We have isolated a murine monoclonal antibody, called psi-3, which immunolabels maturing keratinocytes in psoriatic skin but not in normal epidermis. The staining is cytoplasmic and is not extractable with 1% Triton X-100, which suggests that the psi-3 antigen is a structural component of the keratinocyte. Neither basal cells nor invading inflammatory cells are stained in psoriatic skin and the antigen appears to be associated specifically with maturing and not proliferating keratinocytes. Keratinocytes cultured in vitro from skin from nonpsoriatic individuals display the antigen in a granular pattern in differentiated cells.

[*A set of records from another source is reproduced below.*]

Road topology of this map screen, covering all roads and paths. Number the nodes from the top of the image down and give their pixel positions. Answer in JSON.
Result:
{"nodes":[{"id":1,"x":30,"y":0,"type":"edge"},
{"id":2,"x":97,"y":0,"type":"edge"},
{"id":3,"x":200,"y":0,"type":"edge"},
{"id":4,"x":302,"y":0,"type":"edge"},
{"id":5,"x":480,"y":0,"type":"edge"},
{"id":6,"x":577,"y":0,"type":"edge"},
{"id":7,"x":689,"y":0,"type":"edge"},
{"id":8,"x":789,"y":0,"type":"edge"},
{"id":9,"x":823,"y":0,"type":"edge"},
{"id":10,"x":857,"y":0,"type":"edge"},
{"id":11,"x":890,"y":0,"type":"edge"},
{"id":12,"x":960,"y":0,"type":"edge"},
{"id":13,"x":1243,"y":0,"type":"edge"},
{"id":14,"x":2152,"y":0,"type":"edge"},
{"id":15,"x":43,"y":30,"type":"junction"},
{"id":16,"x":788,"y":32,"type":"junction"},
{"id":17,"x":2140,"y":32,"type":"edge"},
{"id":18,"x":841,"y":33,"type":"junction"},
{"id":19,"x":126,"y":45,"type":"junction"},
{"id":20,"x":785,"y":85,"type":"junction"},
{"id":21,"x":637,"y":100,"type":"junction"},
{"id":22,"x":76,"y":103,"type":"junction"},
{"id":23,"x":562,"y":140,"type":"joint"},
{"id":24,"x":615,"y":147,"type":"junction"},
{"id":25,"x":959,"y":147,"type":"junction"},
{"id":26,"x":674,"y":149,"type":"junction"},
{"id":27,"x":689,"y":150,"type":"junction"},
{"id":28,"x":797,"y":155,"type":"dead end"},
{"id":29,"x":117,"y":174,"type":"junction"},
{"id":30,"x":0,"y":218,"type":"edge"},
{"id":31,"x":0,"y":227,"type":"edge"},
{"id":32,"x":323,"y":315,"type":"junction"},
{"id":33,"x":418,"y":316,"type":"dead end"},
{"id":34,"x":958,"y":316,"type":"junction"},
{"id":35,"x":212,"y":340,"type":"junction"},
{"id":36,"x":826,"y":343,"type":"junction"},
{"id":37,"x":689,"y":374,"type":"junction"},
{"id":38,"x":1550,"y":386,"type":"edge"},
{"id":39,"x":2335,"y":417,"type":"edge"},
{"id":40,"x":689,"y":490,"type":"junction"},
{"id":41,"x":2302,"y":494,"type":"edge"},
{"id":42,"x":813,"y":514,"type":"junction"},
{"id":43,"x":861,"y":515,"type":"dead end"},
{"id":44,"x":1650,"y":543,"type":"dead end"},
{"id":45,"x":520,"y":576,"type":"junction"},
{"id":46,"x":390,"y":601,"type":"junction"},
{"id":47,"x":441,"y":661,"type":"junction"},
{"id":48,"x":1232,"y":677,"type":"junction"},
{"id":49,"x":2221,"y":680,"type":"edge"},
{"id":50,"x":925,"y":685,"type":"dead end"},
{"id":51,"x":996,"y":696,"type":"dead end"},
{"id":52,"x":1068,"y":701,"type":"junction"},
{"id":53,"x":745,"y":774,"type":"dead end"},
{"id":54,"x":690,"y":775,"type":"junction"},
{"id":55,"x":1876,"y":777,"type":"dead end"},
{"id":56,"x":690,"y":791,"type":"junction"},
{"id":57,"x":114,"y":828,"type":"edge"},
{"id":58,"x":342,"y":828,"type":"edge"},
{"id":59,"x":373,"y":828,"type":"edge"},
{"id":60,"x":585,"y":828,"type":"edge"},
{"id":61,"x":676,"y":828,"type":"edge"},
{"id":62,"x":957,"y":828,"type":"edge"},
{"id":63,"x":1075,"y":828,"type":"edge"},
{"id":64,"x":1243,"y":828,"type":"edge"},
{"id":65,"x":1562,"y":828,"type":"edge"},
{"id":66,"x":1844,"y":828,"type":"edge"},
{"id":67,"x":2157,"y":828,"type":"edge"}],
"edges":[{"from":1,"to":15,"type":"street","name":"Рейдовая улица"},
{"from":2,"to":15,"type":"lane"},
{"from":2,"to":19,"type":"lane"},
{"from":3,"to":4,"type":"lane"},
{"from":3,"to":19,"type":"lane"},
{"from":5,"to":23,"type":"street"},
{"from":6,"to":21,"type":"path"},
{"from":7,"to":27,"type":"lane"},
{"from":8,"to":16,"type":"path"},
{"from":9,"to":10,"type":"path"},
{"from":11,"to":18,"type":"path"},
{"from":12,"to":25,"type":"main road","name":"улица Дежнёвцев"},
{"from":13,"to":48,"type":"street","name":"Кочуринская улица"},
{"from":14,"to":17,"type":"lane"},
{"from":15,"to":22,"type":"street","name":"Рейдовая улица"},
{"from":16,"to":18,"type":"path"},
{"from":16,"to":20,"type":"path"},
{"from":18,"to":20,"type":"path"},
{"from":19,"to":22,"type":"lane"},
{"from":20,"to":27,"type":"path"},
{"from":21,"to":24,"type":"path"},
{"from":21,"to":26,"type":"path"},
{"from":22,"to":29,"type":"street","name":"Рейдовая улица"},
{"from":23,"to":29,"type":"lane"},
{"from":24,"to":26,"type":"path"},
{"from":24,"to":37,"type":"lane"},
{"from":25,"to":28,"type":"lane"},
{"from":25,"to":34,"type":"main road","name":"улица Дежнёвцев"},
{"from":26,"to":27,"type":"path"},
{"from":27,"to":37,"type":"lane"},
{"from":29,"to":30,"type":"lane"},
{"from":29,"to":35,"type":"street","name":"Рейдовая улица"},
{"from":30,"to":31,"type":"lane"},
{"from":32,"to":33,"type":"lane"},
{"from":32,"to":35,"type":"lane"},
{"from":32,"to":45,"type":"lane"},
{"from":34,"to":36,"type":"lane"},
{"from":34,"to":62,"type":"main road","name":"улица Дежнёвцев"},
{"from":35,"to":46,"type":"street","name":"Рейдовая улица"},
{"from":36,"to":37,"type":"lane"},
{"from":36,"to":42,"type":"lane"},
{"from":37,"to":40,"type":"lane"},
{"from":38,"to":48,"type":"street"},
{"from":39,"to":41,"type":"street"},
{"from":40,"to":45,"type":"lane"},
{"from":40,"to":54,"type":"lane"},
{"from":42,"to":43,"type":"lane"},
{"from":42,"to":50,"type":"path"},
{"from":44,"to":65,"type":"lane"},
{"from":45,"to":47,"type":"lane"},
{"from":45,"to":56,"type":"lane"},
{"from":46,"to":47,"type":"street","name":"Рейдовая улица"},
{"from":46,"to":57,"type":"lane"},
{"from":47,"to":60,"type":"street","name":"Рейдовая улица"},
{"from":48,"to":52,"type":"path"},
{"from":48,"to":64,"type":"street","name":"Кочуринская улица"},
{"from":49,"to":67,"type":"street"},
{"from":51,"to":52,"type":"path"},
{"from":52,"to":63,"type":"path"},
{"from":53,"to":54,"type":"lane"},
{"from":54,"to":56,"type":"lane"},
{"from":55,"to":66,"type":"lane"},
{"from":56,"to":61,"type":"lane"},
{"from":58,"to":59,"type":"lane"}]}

The antigen is also expressed after tape-stripping of normal skin and, therefore, represents an inducible product of normal keratinocytes. The antigen is destroyed by proteinase K and appears to be a protein. On discontinuous sodium dodecyl sulfate-gel electrophoresis, the antigen has been found to have a molecular weight of 135,000. The psi-3 antigen is interpreted as a new keratinocyte product expressed in psoriasis, culture, wound healing, and certain other pathologic skin conditions. The synthesis of such a new antigen would not be expected if keratinocyte maturation in psoriasis is a truncated version of the normal system and supports the hypothesis that psoriatic keratinocytes are following an alternative pathway. Results using experimental injury suggest that the psoriatic pathway is normally expressed during wound healing.

Published

1984